The enemy is still falling back under the close pressure of our troops, fighting bitter rearguard actions at machine-gun range, but forced to give ground everywhere in advance of his programme of retirement. The vital part of his line is still in the country south of the Sensée River, below Douai, and west of Cambrai, and it is here that our men are following up their breach in the Drocourt line, and driving spearheads into his positions eastwards. The German troops were ordered to hold the line of the Tortille River and the crossing of the Canal du Nord, north of Péronne, at all costs, in order to delay our advance. But in spite of holding the banks with fierce machine-gun fire, they were unable to prevent the passage of the English and Welsh battalions, who attacked yesterday morning with the greatest gallantry, threw a bridge across under heavy fire, and gained the other side of the canal. They then advanced on the retiring enemy, and drove his rearguards out of the villages of Manancourt and Etricourt, and are making further progress towards our old lines round the Cambrai salient, which we took in the surprise attack last November. Further north this movement is linked up with the still more important progress of English troops round Moeuvres, which they entered yesterday, and north of the old Hindenburg line, beyond Quéant and Inchy. In all these villages, northwards from Péronne, and westward of Cambrai, the German garrisons are fighting desperatel­y to gain time for the retreat of the main forces, who are burning their stores behind them, and their machine-gunners are skilful and courageous, and, as a rule, do not escape or surrender until our men are close.

SHATTERED DIVISIONS

The state of things behind the German lines is undoubtedl­y very distressin­g to them and full of grave weakness.
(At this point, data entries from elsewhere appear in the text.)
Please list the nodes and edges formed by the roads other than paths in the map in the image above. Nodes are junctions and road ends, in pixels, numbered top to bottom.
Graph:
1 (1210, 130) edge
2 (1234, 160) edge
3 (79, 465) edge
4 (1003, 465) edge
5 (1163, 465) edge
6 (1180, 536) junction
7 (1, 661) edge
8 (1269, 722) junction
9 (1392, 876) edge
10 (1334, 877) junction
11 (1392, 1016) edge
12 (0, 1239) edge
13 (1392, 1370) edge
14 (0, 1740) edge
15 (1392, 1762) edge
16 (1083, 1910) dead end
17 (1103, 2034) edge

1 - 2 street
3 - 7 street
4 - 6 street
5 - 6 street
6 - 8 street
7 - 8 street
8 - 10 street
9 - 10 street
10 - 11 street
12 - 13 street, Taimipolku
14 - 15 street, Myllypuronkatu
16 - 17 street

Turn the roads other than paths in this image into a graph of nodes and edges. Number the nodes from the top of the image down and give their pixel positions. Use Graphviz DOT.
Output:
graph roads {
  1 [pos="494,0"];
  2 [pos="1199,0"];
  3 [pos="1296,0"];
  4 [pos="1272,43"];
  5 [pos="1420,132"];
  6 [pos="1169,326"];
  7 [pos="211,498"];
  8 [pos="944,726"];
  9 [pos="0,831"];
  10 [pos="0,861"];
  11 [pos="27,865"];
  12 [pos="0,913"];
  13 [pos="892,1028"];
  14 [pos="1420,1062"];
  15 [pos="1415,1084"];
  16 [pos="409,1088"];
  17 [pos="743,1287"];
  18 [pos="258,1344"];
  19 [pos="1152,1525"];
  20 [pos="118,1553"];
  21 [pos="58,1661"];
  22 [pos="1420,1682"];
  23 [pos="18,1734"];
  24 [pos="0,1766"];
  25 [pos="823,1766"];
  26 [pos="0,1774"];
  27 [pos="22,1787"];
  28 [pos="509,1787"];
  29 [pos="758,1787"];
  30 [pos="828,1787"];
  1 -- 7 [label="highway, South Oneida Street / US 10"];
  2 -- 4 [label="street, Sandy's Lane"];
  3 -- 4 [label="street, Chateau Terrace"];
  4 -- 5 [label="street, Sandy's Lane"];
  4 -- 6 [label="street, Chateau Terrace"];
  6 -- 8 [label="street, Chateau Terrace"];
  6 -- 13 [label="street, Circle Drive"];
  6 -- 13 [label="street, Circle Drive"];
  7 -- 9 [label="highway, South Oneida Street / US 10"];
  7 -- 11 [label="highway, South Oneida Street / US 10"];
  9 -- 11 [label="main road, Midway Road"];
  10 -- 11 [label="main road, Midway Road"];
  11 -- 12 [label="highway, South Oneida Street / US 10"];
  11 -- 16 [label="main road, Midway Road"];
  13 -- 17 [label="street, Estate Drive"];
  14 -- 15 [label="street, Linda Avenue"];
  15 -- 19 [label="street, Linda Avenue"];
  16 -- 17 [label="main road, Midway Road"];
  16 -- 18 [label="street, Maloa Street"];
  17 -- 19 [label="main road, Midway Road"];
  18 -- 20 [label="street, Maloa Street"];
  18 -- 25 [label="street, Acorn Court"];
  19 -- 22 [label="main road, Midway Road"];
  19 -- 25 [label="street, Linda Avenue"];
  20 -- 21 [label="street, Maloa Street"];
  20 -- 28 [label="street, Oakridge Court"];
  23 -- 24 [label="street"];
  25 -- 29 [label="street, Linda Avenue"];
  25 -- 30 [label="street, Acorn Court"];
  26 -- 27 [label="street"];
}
One hesitates to emphasise the demoralisa­tion of the German infantry, which may be only a passing phase due to the present disasters, but that it exists for the time being among the shattered divisions is certain. Those poor devils of German infantry who have been streaming into our lines as prisoners during our rapid succession of blows have been having a tragic time, and the comrades they have left behind are without hope. They are men who, owing to the dire need of reserves by the German High Command, are being left in the line day after day and week after week, until only thin remnants of them are left, without promise of relief. It is for that they all hope as the only hope – to be made prisoners of war and relieved from this fear and horror. They tell us these things frankly enough on our side of the lines, and in letters which we pick up on the battlefiel­ds we read their misery. A man, of the 190th Infantry Regiment, writes in a letter home: We are lying here in a hellish position, no dug-outs, but all in funk-holes, with losses and dead. So that we become almost mad. Since lying here I have been smoked out three times, and if this continues for long I shall cease to take part in it. The orders are to hold the position to the last man, and the companies go into line here with 20 mannikins. My God! If the Tommies only knew that ... Alas! poor Germany.

A GERMAN MUTINY

In a letter from Germany found on one soldier there was an account of a mutiny at the town of Neuss by men sent to our front: The troops in one train refused to go to the front and looted and destroyed the refreshmen­t-room at the station. Even the Landsturm was called out, but the troops on their part took their rifles and showed they were quite prepared to shoot. Thereupon the Landsturm were withdrawn. The officers have no more control over their men. Civilians who came through our lines yesterday all say that the German army is profoundly depressed, and that the men talk as those who are doomed. The strain of war has been too long and too bitter, and they are broken in spirit after the failure, the enormous failure, of their last offensive. On our side there is all the difference between one world and another, all the difference between the spirit of hope and of despair. It is utterly true to say that our men are going forward with gladness and exultation.